# retiring to thailand



## mogo

I am preparing to move to Thailand for retirement. Can meet the financial reqirements no problems, but am still undecided as to where I wish to reside. Currently I am looking at Udon Thani, Chiang Mai, Pattaya and Hua Hin. I have been to Thailand several times, recently to Chiang Mai and found it a great place.
I am moving as a single, mature aged person. 
Can I get any feedback from fellow expats at these locations to assist in my decision (I will visit all 4 ) but would like some informed opinions.mogo


----------



## Andrew Hicks

A friend in the same position as you has made a short list and is renting for about six months in each place before he finally decides to hang up his coat.

Not a bad idea!

Andrew Hicks


----------



## dodge

Jomtien (just south of Pattaya) is also a good place to consider. Good golf, restarants, quiet, beach, shopping centres close enough to Pattaya for a night out if you feel like it. I have a place in Jomtien that I use for some log weekends and holidays and a place in Bangkok for living. Easy now totravel between to two as the roads are good and travle time is down to about 1.5 hours. I like the best of both worlds...city life and then beach life.


----------



## mogo

*retire in pattaya*



dodge said:


> Jomtien (just south of Pattaya) is also a good place to consider. Good golf, restarants, quiet, beach, shopping centres close enough to Pattaya for a night out if you feel like it. I have a place in Jomtien that I use for some log weekends and holidays and a place in Bangkok for living. Easy now totravel between to two as the roads are good and travle time is down to about 1.5 hours. I like the best of both worlds...city life and then beach life.


Thanks Dodge,
I stayed in Jomtien about 18 months ago and it was developing quite quickly. I have met a number of Aussies over the weekend who live in Pattaya area and I have decided to try there initially. They are retired also, love golf and can get me set up for when I arrive - I think that is important when leaving your own country to settle in a foreign one. They are all about my age and we share many common interests. many thanks for your imput. regards, mogo


----------



## Serendipity2

Hi all,

I'm considering retiring in Thailand as well. Are expats, moving to Thailand on an O-A visa allowed to bring in their personal household effects? I've read that they were but that it may have been discontinued. Any advice or information appreciated. I hate to 'dump' my furniture as it's good furniture and have to weigh the shipping costs against selling it cheap and re-purchasing other furniture that's probably not nearly as nice.
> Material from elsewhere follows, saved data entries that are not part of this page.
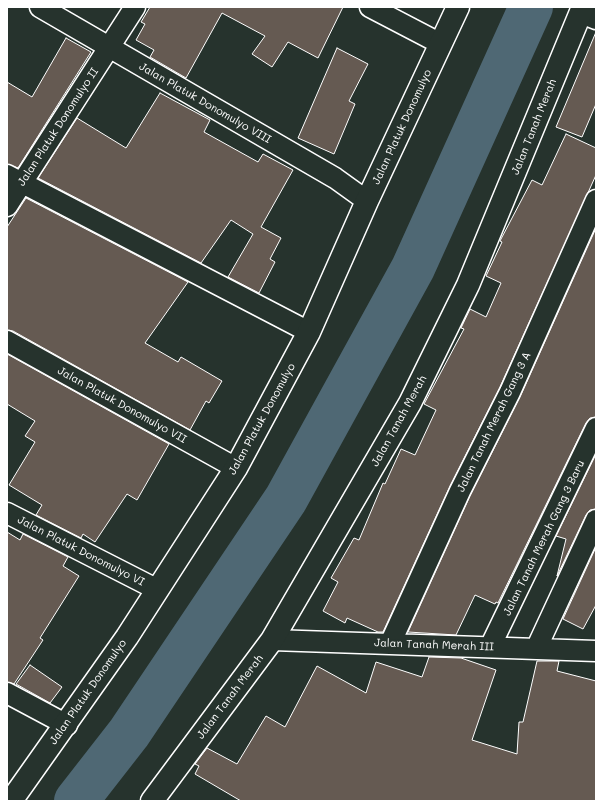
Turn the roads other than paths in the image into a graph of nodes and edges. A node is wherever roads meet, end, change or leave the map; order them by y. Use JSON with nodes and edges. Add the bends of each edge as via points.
{"nodes":[{"id":1,"x":40,"y":7,"type":"edge"},
{"id":2,"x":135,"y":7,"type":"edge"},
{"id":3,"x":370,"y":7,"type":"edge"},
{"id":4,"x":458,"y":7,"type":"edge"},
{"id":5,"x":587,"y":13,"type":"edge"},
{"id":6,"x":441,"y":44,"type":"junction"},
{"id":7,"x":109,"y":48,"type":"junction"},
{"id":8,"x":14,"y":180,"type":"edge"},
{"id":9,"x":596,"y":200,"type":"edge"},
{"id":10,"x":367,"y":201,"type":"junction"},
{"id":11,"x":7,"y":206,"type":"edge"},
{"id":12,"x":309,"y":332,"type":"junction"},
{"id":13,"x":7,"y":341,"type":"edge"},
{"id":14,"x":596,"y":428,"type":"edge"},
{"id":15,"x":236,"y":468,"type":"junction"},
{"id":16,"x":7,"y":513,"type":"edge"},
{"id":17,"x":596,"y":520,"type":"edge"},
{"id":18,"x":156,"y":589,"type":"junction"},
{"id":19,"x":272,"y":640,"type":"junction"},
{"id":20,"x":390,"y":644,"type":"junction"},
{"id":21,"x":490,"y":647,"type":"junction"},
{"id":22,"x":536,"y":649,"type":"junction"},
{"id":23,"x":596,"y":651,"type":"edge"},
{"id":24,"x":7,"y":693,"type":"edge"},
{"id":25,"x":66,"y":725,"type":"junction"},
{"id":26,"x":11,"y":801,"type":"edge"},
{"id":27,"x":152,"y":801,"type":"edge"}],
"edges":[{"from":1,"to":7,"type":"street","name":"Jalan Platuk Donomulyo VIII"},
{"from":2,"to":7,"type":"street","name":"Jalan Platuk Donomulyo II"},
{"from":3,"to":6,"type":"street"},
{"from":4,"to":6,"type":"street","name":"Jalan Platuk Donomulyo"},
{"from":5,"to":19,"type":"street","name":"Jalan Tanah Merah","via":[[462,299],[410,403]]},
{"from":6,"to":10,"type":"street","name":"Jalan Platuk Donomulyo"},
{"from":7,"to":8,"type":"street","name":"Jalan Platuk Donomulyo II"},
{"from":7,"to":10,"type":"street","name":"Jalan Platuk Donomulyo VIII","via":[[335,178]]},
{"from":8,"to":11,"type":"street","name":"Jalan Platuk Donomulyo II"},
{"from":8,"to":12,"type":"street"},
{"from":9,"to":20,"type":"street","name":"Jalan Tanah Merah Gang 3 A","via":[[510,392],[460,491]]},
{"from":10,"to":12,"type":"street","name":"Jalan Platuk Donomulyo"},
{"from":12,"to":15,"type":"street","name":"Jalan Platuk Donomulyo"},
{"from":13,"to":15,"type":"street","name":"Jalan Platuk Donomulyo VII"},
{"from":14,"to":21,"type":"street","name":"Jalan Tanah Merah Gang 3 Baru"},
{"from":15,"to":18,"type":"street","name":"Jalan Platuk Donomulyo"},
{"from":16,"to":18,"type":"street","name":"Jalan Platuk Donomulyo VI"},
{"from":17,"to":22,"type":"street"},
{"from":18,"to":25,"type":"street","name":"Jalan Platuk Donomulyo"},
{"from":19,"to":20,"type":"street","name":"Jalan Tanah Merah III"},
{"from":19,"to":27,"type":"street","name":"Jalan Tanah Merah"},
{"from":20,"to":21,"type":"street","name":"Jalan Tanah Merah III"},
{"from":21,"to":22,"type":"street","name":"Jalan Tanah Merah III"},
{"from":22,"to":23,"type":"street","name":"Jalan Tanah Merah III"},
{"from":24,"to":25,"type":"street"},
{"from":25,"to":26,"type":"street","name":"Jalan Platuk Donomulyo"}]}
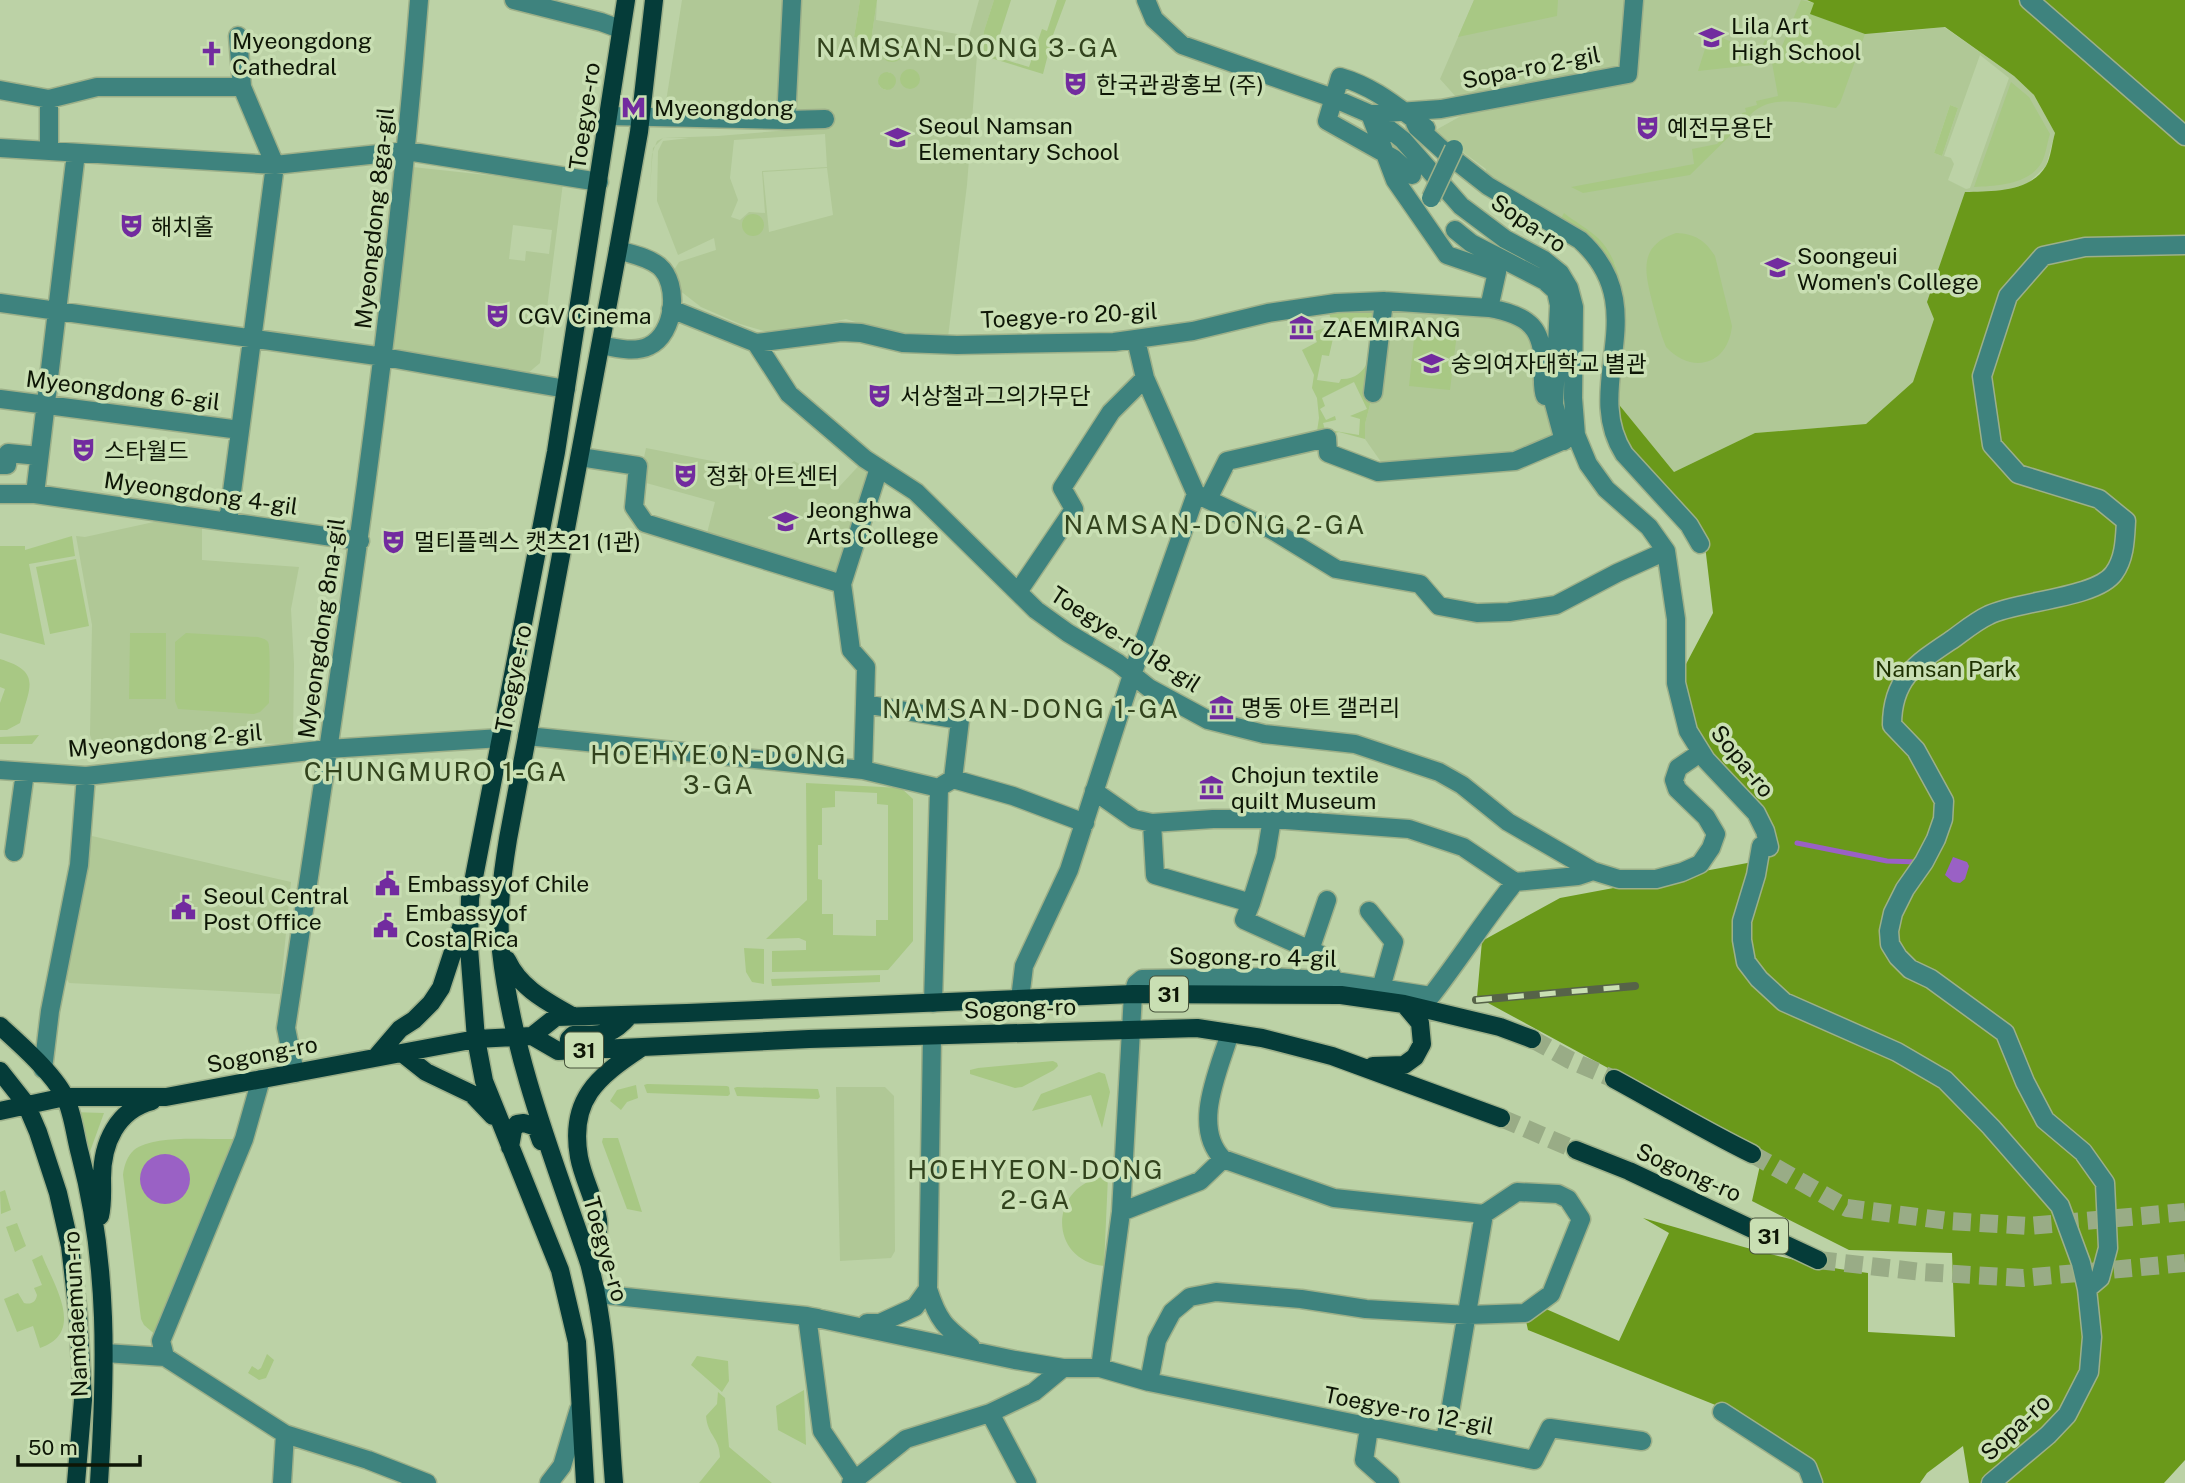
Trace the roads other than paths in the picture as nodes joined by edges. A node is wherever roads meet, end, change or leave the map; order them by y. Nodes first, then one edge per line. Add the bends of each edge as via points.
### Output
1 (419, 0) edge
2 (514, 0) edge
3 (626, 0) edge
4 (792, 0) edge
5 (1146, 0) edge
6 (1633, 0) edge
7 (2029, 0) edge
8 (657, 2) edge
9 (620, 29) junction
10 (238, 36) dead end
11 (242, 87) junction
12 (0, 90) edge
13 (1333, 98) junction
14 (49, 99) junction
15 (1370, 114) junction
16 (609, 116) junction
17 (640, 117) junction
18 (825, 119) dead end
19 (786, 120) junction
20 (2185, 136) edge
21 (0, 148) edge
22 (49, 151) junction
23 (407, 151) junction
24 (1453, 152) junction
25 (76, 153) junction
26 (275, 165) junction
27 (1412, 175) dead end
28 (599, 182) junction
29 (1430, 199) dead end
30 (1455, 230) dead end
31 (2185, 245) edge
32 (618, 250) junction
33 (1384, 301) junction
34 (0, 303) edge
35 (1489, 307) junction
36 (671, 309) junction
37 (58, 310) junction
38 (253, 338) junction
39 (1136, 340) junction
40 (756, 343) junction
41 (601, 345) junction
42 (384, 357) junction
43 (1145, 378) junction
44 (566, 389) junction
45 (1373, 393) dead end
46 (1573, 398) junction
47 (0, 399) edge
48 (46, 405) junction
49 (240, 430) junction
50 (1570, 438) junction
51 (39, 456) junction
52 (580, 457) junction
53 (0, 465) edge
54 (879, 468) junction
55 (0, 494) edge
56 (35, 494) junction
57 (1202, 497) junction
58 (228, 522) junction
59 (360, 541) junction
60 (1700, 544) dead end
61 (1666, 551) junction
62 (842, 584) junction
63 (1018, 592) junction
64 (1132, 675) junction
65 (865, 704) junction
66 (527, 736) junction
67 (501, 738) junction
68 (328, 749) junction
69 (1700, 753) junction
70 (0, 770) edge
71 (863, 770) junction
72 (25, 772) junction
73 (86, 776) junction
74 (946, 784) junction
75 (1094, 791) junction
76 (1272, 819) junction
77 (1084, 823) junction
78 (1152, 823) junction
79 (14, 852) dead end
80 (1592, 871) junction
81 (1515, 882) junction
82 (470, 898) junction
83 (1326, 900) dead end
84 (1251, 903) junction
85 (1368, 911) dead end
86 (501, 950) junction
87 (1310, 950) junction
88 (1335, 981) junction
89 (1381, 988) junction
90 (1133, 994) junction
91 (1020, 999) junction
92 (933, 1003) junction
93 (1404, 1004) junction
94 (630, 1015) junction
95 (572, 1016) junction
96 (0, 1026) edge
97 (1132, 1028) junction
98 (1230, 1033) junction
99 (524, 1036) junction
100 (932, 1036) junction
101 (476, 1039) junction
102 (1532, 1039) tunnel mouth
103 (641, 1048) junction
104 (569, 1050) junction
105 (402, 1053) junction
106 (376, 1057) junction
107 (1363, 1066) junction
108 (43, 1069) junction
109 (0, 1071) edge
110 (295, 1073) junction
111 (261, 1079) junction
112 (1614, 1079) tunnel mouth
113 (65, 1097) junction
114 (166, 1097) junction
115 (26, 1104) junction
116 (0, 1111) edge
117 (1501, 1118) tunnel mouth
118 (508, 1142) junction
119 (1576, 1150) tunnel mouth
120 (1752, 1154) tunnel mouth
121 (1223, 1158) junction
122 (564, 1190) junction
123 (1121, 1212) junction
124 (1484, 1214) junction
125 (97, 1232) junction
126 (1818, 1260) tunnel mouth
127 (589, 1263) junction
128 (928, 1289) junction
129 (2087, 1289) junction
130 (597, 1294) junction
131 (1468, 1315) junction
132 (807, 1316) junction
133 (977, 1351) junction
134 (105, 1353) junction
135 (165, 1357) junction
136 (1063, 1368) junction
137 (1100, 1368) junction
138 (1149, 1382) junction
139 (581, 1402) junction
140 (1722, 1412) dead end
141 (990, 1413) junction
142 (1368, 1428) junction
143 (285, 1434) junction
144 (1445, 1441) junction
145 (1642, 1441) dead end
146 (77, 1475) edge
147 (853, 1481) edge
148 (99, 1483) edge
149 (282, 1483) edge
150 (427, 1483) edge
151 (549, 1483) edge
152 (585, 1483) edge
153 (614, 1483) edge
154 (1027, 1483) edge
155 (1390, 1483) edge
156 (1813, 1483) edge
157 (1991, 1483) edge

1 - 23 street, Myeongdong 8ga-gil
2 - 9 street
3 - 9 main road, Toegye-ro
4 - 19 street
5 - 13 street, Sopa-ro via 1154,19 1182,45
6 - 15 street, Sopa-ro 2-gil via 1628,74 1441,109
7 - 20 street
8 - 17 main road, Toegye-ro
9 - 16 main road, Toegye-ro
10 - 11 street
11 - 14 street via 97,87
11 - 26 street
12 - 14 street
13 - 15 street, Sopa-ro
13 - 24 street via 1340,77 1361,83
13 - 27 street via 1327,121 1393,158
14 - 22 street
15 - 35 street via 1395,180 1447,255 1497,272
15 - 46 street, Sopa-ro via 1402,139 1461,206 1560,273 1574,307
16 - 17 street
16 - 28 main road, Toegye-ro
17 - 19 street
17 - 32 main road, Toegye-ro
18 - 19 street
21 - 22 street
22 - 25 street
23 - 26 street
23 - 28 street
23 - 42 street, Myeongdong 8ga-gil
24 - 29 street, bridge
24 - 60 street via 1488,187 1580,240 1605,270 1613,286 1617,323 1609,406 1612,428 1624,454 1689,525
25 - 26 street
25 - 37 street
26 - 38 street
28 - 44 main road, Toegye-ro
30 - 50 street via 1556,291 1554,404
31 - 129 street via 2085,247 2043,256 2008,296 1982,376 1992,445 2018,474 2099,499 2126,521 2124,549 2114,574 2092,588 1989,615 1918,663 1901,681 1892,706 1892,725 1916,750 1944,802 1936,839 1893,913 1890,944 1910,969 2005,1033 2045,1120 2083,1152 2105,1184 2108,1248 2100,1278
32 - 36 street via 646,259 668,277 673,292
32 - 41 main road, Toegye-ro
33 - 35 street, Toegye-ro 20-gil
33 - 39 street, Toegye-ro 20-gil via 1268,313
33 - 45 street
34 - 37 street
35 - 46 street, Toegye-ro 20-gil via 1519,318 1540,335 1543,395 1550,401
36 - 40 street
36 - 41 street via 665,329 648,347
37 - 38 street
37 - 48 street
38 - 42 street
38 - 49 street
39 - 40 street, Toegye-ro 20-gil via 957,345 903,343 841,332
39 - 43 street
40 - 54 street, Toegye-ro 18-gil via 789,394
41 - 52 main road, Toegye-ro
42 - 44 street
42 - 59 street, Myeongdong 8na-gil
43 - 57 street
43 - 63 street via 1111,412 1062,488 1074,509
44 - 67 main road, Toegye-ro
46 - 50 street, Sopa-ro
47 - 48 street, Myeongdong 6-gil
48 - 49 street, Myeongdong 6-gil
48 - 51 street
49 - 58 street
50 - 57 street via 1515,461 1378,471 1328,453 1327,438 1227,461
50 - 61 street, Sopa-ro via 1606,489 1649,527
51 - 53 street via 8,453 7,465
51 - 56 street
52 - 62 street via 638,466 634,507 645,523
52 - 66 main road, Toegye-ro
54 - 62 street
54 - 63 street, Toegye-ro 18-gil via 916,492
55 - 56 street, Myeongdong 4-gil
56 - 58 street, Myeongdong 4-gil
57 - 61 street via 1272,530 1336,569 1420,584 1439,606 1477,613 1556,605
57 - 64 street
58 - 59 street, Myeongdong 4-gil
59 - 68 street, Myeongdong 8na-gil
61 - 69 street, Sopa-ro via 1676,619 1676,683 1688,731
62 - 65 street via 851,650 866,667
63 - 64 street, Toegye-ro 18-gil via 1057,626
64 - 75 street
64 - 80 street, Toegye-ro 18-gil via 1208,720 1264,734 1355,744 1439,772 1508,822
65 - 71 street
65 - 74 street, Sogong-ro via 960,720
66 - 71 street
66 - 86 main road, Toegye-ro via 501,889
67 - 68 street, Myeongdong 2-gil
67 - 82 main road, Toegye-ro
68 - 73 street, Myeongdong 2-gil
68 - 110 street, Myeongdong 8na-gil via 286,1028
69 - 80 street, Toegye-ro 18-gil via 1678,768 1674,780 1716,834 1700,864 1656,879 1619,879
69 - 129 street, Sopa-ro via 1756,813 1769,847 1760,846 1742,921 1746,962 1784,1002 1897,1052 1945,1080 2060,1206
70 - 72 street, Myeongdong 2-gil
71 - 74 street
72 - 73 street, Myeongdong 2-gil
72 - 79 street
73 - 108 street via 79,865
74 - 77 street via 1013,796
74 - 92 street, Sogong-ro
75 - 77 street
75 - 78 street via 1134,819
76 - 78 street
76 - 81 street via 1409,828 1463,847
76 - 84 street
77 - 91 street via 1069,870 1024,966
78 - 84 street via 1155,876
80 - 81 street
81 - 89 street, Sogong-ro 4-gil via 1431,996
82 - 101 main road, Toegye-ro
82 - 106 main road via 441,988
83 - 87 street
84 - 87 street via 1244,920
85 - 89 street via 1394,942
86 - 95 main road via 527,988
86 - 99 main road, Toegye-ro
87 - 88 street via 1319,954
88 - 89 street, Sogong-ro 4-gil
88 - 90 street, Sogong-ro 4-gil via 1142,979
90 - 91 main road, Sogong-ro / 31
90 - 93 main road, Sogong-ro / 31 via 1341,995
90 - 97 street
91 - 92 main road, Sogong-ro / 31
92 - 94 main road, Sogong-ro / 31
93 - 102 main road, Sogong-ro / 31
93 - 107 main road via 1420,1023 1422,1044 1415,1057 1404,1065
94 - 95 main road, Sogong-ro / 31
94 - 104 main road via 616,1031 573,1035
95 - 99 main road, Sogong-ro / 31 via 555,1017
96 - 108 main road, Namdaemun-ro
97 - 98 main road, Sogong-ro / 31
97 - 100 main road, Sogong-ro / 31
97 - 123 street
98 - 107 main road, Sogong-ro / 31
98 - 121 street via 1206,1124 1213,1149
99 - 101 main road, Sogong-ro / 31
99 - 104 main road, Sogong-ro / 31 via 558,1051
99 - 122 main road, Toegye-ro via 523,1070
100 - 103 main road, Sogong-ro / 31
100 - 128 street
101 - 105 main road, Sogong-ro / 31
101 - 118 main road, Toegye-ro via 484,1080
103 - 104 main road, Sogong-ro / 31
103 - 127 main road via 592,1088 578,1115 579,1157 598,1220
105 - 106 main road, Sogong-ro / 31
105 - 118 main road via 426,1072 483,1103
106 - 110 main road, Sogong-ro / 31
107 - 117 main road, Sogong-ro / 31
108 - 113 main road, Namdaemun-ro
109 - 115 main road, Namdaemun-ro
110 - 111 main road, Sogong-ro / 31
111 - 114 main road, Sogong-ro / 31
111 - 135 street via 244,1139 161,1341
112 - 120 main road, Sogong-ro
113 - 114 main road, Sogong-ro / 31
113 - 115 main road, Sogong-ro / 31
113 - 125 main road, Namdaemun-ro
114 - 125 main road via 139,1104 116,1122 103,1153 103,1205
115 - 116 main road, Sogong-ro / 31
115 - 146 main road, Namdaemun-ro via 58,1193 72,1257 83,1375
118 - 122 main road via 517,1124 536,1127 552,1177
118 - 139 main road, Toegye-ro via 561,1270 577,1342
119 - 126 main road, Sogong-ro / 31
121 - 123 street via 1200,1181
121 - 124 street via 1334,1199
122 - 127 main road, Toegye-ro
123 - 137 street
124 - 131 street
124 - 131 street via 1517,1192 1558,1194 1568,1199 1581,1219 1551,1294 1525,1313
125 - 134 main road, Namdaemun-ro
127 - 130 main road, Toegye-ro
128 - 132 street, Toegye-ro 12-gil via 915,1307 880,1323
128 - 133 street via 935,1314
129 - 157 street, Sopa-ro via 2092,1337 2089,1372 2079,1393 2048,1435
130 - 132 street, Toegye-ro 12-gil
130 - 153 main road, Toegye-ro
131 - 138 street via 1216,1292 1189,1297 1172,1312 1157,1340
131 - 144 street
132 - 133 street, Toegye-ro 12-gil
132 - 147 street via 822,1431
133 - 136 street, Toegye-ro 12-gil
134 - 135 street
134 - 148 main road, Namdaemun-ro
135 - 143 street
136 - 137 street, Toegye-ro 12-gil
136 - 141 street via 1034,1392
137 - 138 street, Toegye-ro 12-gil
138 - 142 street, Toegye-ro 12-gil
139 - 151 street via 562,1466
139 - 152 main road, Toegye-ro
140 - 156 street via 1808,1467
141 - 147 street via 906,1439
141 - 154 street
142 - 144 street, Toegye-ro 12-gil
142 - 155 street via 1364,1460
143 - 149 street
143 - 150 street
144 - 145 street, Toegye-ro 12-gil via 1534,1460 1550,1427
We become slaves to our possessions. They own us rather than the reverse. Thanks in advance for your responses.

Serendipity2


----------



## SteinKR

Serendipity2 said:


> Hi all,
> 
> I'm considering retiring in Thailand as well. Are expats, moving to Thailand on an O-A visa allowed to bring in their personal household effects? I've read that they were but that it may have been discontinued. Any advice or information appreciated. I hate to 'dump' my furniture as it's good furniture and have to weigh the shipping costs against selling it cheap and re-purchasing other furniture that's probably not nearly as nice. We become slaves to our possessions. They own us rather than the reverse. Thanks in advance for your responses.
> 
> Serendipity2



Hi there Serendipity

Everyone can bring used personal household effects into Thailand. However, to bring it in tax/duty free, you need to have a 1 year approved work permit. It is many expats coming in for retirement on a O-A visa, and they are entitled to bring used personal effects in the meaning of books, clothes and 1 computer set into Thailand tax/duty free.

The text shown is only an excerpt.